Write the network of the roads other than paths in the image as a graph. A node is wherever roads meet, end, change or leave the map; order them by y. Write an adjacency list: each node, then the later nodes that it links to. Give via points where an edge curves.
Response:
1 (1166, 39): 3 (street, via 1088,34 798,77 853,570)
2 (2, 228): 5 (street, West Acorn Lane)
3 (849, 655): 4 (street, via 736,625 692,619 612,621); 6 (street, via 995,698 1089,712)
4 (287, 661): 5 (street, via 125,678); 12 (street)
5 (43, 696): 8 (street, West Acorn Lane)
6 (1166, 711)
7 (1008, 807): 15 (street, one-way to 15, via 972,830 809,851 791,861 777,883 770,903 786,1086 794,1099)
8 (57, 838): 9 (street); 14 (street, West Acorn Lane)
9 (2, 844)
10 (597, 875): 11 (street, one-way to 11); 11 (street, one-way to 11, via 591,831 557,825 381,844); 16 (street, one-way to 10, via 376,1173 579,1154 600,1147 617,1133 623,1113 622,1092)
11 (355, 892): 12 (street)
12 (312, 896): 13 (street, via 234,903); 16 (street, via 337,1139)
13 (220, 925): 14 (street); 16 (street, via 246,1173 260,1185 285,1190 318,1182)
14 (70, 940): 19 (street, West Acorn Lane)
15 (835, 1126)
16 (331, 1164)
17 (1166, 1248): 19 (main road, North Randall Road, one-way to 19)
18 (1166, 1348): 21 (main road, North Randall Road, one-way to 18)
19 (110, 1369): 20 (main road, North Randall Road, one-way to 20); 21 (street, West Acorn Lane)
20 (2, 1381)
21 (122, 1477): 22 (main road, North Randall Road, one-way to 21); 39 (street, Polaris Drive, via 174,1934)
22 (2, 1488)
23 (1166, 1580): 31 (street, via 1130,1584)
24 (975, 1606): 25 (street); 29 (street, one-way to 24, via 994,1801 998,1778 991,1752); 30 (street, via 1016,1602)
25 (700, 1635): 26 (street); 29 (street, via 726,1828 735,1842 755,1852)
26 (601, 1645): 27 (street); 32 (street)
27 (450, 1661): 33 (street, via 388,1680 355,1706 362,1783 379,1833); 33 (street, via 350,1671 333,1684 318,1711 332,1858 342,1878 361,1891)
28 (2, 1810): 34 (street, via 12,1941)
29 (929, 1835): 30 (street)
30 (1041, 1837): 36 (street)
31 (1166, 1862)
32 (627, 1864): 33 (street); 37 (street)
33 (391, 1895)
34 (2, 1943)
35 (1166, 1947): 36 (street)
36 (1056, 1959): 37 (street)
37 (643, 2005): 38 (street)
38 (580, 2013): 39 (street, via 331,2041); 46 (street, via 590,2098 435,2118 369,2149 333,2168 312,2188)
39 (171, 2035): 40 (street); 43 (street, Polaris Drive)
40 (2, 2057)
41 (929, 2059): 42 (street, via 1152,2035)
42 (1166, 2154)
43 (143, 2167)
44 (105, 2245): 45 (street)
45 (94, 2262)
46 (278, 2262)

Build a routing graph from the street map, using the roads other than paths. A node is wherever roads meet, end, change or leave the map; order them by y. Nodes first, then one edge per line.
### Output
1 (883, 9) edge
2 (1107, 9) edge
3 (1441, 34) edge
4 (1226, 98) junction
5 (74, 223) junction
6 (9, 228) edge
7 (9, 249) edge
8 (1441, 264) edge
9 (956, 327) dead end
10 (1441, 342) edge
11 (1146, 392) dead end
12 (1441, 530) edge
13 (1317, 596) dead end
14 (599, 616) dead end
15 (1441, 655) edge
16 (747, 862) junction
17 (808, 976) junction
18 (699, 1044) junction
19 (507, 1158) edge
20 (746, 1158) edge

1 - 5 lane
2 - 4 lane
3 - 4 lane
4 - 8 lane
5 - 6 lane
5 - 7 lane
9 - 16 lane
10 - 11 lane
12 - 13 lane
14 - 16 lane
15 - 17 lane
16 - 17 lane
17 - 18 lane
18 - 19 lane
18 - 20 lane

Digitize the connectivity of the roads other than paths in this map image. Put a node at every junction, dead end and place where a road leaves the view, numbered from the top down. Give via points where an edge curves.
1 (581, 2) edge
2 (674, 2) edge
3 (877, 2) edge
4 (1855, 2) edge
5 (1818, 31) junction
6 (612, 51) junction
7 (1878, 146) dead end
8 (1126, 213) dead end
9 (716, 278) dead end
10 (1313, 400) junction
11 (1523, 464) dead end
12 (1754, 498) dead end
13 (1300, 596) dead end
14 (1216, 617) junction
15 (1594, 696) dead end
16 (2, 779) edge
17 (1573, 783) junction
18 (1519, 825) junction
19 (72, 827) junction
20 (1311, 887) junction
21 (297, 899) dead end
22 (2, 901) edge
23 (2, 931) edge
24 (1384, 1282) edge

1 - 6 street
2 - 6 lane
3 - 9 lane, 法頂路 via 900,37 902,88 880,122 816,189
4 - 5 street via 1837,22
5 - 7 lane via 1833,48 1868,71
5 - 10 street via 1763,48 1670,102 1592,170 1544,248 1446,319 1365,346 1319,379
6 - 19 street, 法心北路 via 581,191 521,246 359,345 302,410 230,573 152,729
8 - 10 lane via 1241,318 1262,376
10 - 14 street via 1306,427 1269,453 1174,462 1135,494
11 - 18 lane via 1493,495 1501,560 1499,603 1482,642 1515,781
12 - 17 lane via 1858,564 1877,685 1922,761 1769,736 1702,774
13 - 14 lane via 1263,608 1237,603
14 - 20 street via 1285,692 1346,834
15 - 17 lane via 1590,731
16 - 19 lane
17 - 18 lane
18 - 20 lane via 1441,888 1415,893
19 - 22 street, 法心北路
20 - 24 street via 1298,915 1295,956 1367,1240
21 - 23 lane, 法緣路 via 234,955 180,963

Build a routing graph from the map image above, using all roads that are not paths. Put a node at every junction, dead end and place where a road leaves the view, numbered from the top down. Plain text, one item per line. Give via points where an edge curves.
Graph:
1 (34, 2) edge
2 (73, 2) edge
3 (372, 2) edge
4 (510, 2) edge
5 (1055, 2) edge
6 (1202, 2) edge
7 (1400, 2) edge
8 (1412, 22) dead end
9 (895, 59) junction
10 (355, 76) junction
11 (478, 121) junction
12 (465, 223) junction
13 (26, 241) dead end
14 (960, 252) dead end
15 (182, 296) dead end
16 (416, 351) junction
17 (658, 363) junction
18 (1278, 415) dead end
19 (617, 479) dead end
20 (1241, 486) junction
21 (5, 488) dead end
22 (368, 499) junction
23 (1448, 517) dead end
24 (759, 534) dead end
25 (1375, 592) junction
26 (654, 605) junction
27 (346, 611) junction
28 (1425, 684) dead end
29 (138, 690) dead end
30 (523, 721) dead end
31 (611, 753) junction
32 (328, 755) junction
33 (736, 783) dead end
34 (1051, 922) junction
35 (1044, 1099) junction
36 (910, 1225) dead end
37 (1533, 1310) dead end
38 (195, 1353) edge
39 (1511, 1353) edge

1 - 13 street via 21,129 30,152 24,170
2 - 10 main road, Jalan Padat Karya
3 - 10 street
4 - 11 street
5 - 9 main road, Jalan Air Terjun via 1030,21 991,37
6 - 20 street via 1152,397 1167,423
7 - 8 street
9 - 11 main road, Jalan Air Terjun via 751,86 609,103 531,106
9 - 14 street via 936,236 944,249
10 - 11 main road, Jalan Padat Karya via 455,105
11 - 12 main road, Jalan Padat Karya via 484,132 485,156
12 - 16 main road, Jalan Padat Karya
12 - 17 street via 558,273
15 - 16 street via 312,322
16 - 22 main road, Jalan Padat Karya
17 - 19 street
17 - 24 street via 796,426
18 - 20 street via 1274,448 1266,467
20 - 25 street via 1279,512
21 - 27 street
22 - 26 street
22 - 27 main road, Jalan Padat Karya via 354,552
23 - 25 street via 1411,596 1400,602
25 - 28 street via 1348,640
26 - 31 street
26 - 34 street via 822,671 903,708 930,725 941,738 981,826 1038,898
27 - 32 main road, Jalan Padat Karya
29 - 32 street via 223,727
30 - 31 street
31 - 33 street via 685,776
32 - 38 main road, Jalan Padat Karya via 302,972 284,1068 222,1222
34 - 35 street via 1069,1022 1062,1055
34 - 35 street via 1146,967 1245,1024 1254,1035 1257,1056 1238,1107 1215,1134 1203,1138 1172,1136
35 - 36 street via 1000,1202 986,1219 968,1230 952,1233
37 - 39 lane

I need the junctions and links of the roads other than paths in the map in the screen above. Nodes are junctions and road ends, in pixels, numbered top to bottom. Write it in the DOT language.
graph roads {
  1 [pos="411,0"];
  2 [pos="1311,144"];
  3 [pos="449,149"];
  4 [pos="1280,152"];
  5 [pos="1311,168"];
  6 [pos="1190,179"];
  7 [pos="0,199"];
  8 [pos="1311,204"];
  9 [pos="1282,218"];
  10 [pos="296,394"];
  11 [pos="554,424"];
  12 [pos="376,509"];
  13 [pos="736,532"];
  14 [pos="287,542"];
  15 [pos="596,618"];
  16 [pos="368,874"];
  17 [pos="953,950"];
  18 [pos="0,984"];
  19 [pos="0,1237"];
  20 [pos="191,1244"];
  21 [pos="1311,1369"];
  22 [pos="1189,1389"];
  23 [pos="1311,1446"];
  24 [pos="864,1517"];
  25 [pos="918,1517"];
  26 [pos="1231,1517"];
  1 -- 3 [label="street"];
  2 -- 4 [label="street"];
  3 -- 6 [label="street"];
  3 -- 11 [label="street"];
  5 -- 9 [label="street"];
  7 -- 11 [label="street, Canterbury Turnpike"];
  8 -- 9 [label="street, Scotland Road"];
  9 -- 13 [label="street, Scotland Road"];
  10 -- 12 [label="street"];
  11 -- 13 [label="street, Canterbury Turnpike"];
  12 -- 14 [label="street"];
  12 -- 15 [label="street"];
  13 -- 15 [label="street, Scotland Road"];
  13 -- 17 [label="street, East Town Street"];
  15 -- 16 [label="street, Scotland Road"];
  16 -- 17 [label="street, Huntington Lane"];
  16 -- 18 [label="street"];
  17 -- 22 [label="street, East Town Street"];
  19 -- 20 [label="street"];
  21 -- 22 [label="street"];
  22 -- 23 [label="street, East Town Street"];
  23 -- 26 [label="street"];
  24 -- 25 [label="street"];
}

**Task:** What you return must match, line for line, the data from the line containing "I need the junctions" to its end, both ends included.

**Solution for this exercise:**
I need the junctions and links of the roads other than paths in the map in the screen above. Nodes are junctions and road ends, in pixels, numbered top to bottom. Write it in the DOT language.
graph roads {
  1 [pos="411,0"];
  2 [pos="1311,144"];
  3 [pos="449,149"];
  4 [pos="1280,152"];
  5 [pos="1311,168"];
  6 [pos="1190,179"];
  7 [pos="0,199"];
  8 [pos="1311,204"];
  9 [pos="1282,218"];
  10 [pos="296,394"];
  11 [pos="554,424"];
  12 [pos="376,509"];
  13 [pos="736,532"];
  14 [pos="287,542"];
  15 [pos="596,618"];
  16 [pos="368,874"];
  17 [pos="953,950"];
  18 [pos="0,984"];
  19 [pos="0,1237"];
  20 [pos="191,1244"];
  21 [pos="1311,1369"];
  22 [pos="1189,1389"];
  23 [pos="1311,1446"];
  24 [pos="864,1517"];
  25 [pos="918,1517"];
  26 [pos="1231,1517"];
  1 -- 3 [label="street"];
  2 -- 4 [label="street"];
  3 -- 6 [label="street"];
  3 -- 11 [label="street"];
  5 -- 9 [label="street"];
  7 -- 11 [label="street, Canterbury Turnpike"];
  8 -- 9 [label="street, Scotland Road"];
  9 -- 13 [label="street, Scotland Road"];
  10 -- 12 [label="street"];
  11 -- 13 [label="street, Canterbury Turnpike"];
  12 -- 14 [label="street"];
  12 -- 15 [label="street"];
  13 -- 15 [label="street, Scotland Road"];
  13 -- 17 [label="street, East Town Street"];
  15 -- 16 [label="street, Scotland Road"];
  16 -- 17 [label="street, Huntington Lane"];
  16 -- 18 [label="street"];
  17 -- 22 [label="street, East Town Street"];
  19 -- 20 [label="street"];
  21 -- 22 [label="street"];
  22 -- 23 [label="street, East Town Street"];
  23 -- 26 [label="street"];
  24 -- 25 [label="street"];
}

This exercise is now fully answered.